§ **Task directions**: Look through the entries below for the string "roads", and copy each line where it is found.
*** Given data ***
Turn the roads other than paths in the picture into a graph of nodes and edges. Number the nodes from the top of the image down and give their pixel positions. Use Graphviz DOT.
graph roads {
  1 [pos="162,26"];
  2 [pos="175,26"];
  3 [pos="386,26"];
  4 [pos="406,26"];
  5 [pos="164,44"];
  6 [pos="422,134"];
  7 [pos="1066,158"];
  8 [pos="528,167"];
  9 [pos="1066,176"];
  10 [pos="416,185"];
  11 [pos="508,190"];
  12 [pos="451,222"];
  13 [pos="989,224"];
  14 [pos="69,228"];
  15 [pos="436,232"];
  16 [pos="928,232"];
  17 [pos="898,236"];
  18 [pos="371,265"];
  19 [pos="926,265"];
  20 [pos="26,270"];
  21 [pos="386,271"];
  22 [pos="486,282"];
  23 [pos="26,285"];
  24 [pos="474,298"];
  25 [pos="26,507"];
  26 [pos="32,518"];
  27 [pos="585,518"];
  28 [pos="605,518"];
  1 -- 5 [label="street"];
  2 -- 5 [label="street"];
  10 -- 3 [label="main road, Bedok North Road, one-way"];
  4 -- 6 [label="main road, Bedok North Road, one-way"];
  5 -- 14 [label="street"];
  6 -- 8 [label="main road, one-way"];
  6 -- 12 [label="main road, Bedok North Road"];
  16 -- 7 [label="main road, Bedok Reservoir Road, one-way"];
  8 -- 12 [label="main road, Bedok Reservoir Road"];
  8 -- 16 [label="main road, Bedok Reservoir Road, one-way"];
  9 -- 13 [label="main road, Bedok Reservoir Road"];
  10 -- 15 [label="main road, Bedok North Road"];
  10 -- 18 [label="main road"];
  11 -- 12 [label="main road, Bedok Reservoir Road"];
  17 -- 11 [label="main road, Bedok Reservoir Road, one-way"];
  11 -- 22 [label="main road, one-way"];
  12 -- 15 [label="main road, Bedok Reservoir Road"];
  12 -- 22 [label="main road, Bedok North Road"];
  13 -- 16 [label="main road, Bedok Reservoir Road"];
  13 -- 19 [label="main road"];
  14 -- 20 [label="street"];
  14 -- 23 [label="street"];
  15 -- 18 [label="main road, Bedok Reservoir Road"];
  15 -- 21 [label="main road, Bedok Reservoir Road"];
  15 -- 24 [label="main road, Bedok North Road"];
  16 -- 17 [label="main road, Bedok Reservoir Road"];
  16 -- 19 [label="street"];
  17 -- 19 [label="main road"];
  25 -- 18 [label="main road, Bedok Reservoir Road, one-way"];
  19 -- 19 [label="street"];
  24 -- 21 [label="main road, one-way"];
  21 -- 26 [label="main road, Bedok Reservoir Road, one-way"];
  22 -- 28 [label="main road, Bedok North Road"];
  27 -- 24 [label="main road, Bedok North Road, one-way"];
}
***
§ **Task output**:
Turn the roads other than paths in the picture into a graph of nodes and edges. Number the nodes from the top of the image down and give their pixel positions. Use Graphviz DOT.
graph roads {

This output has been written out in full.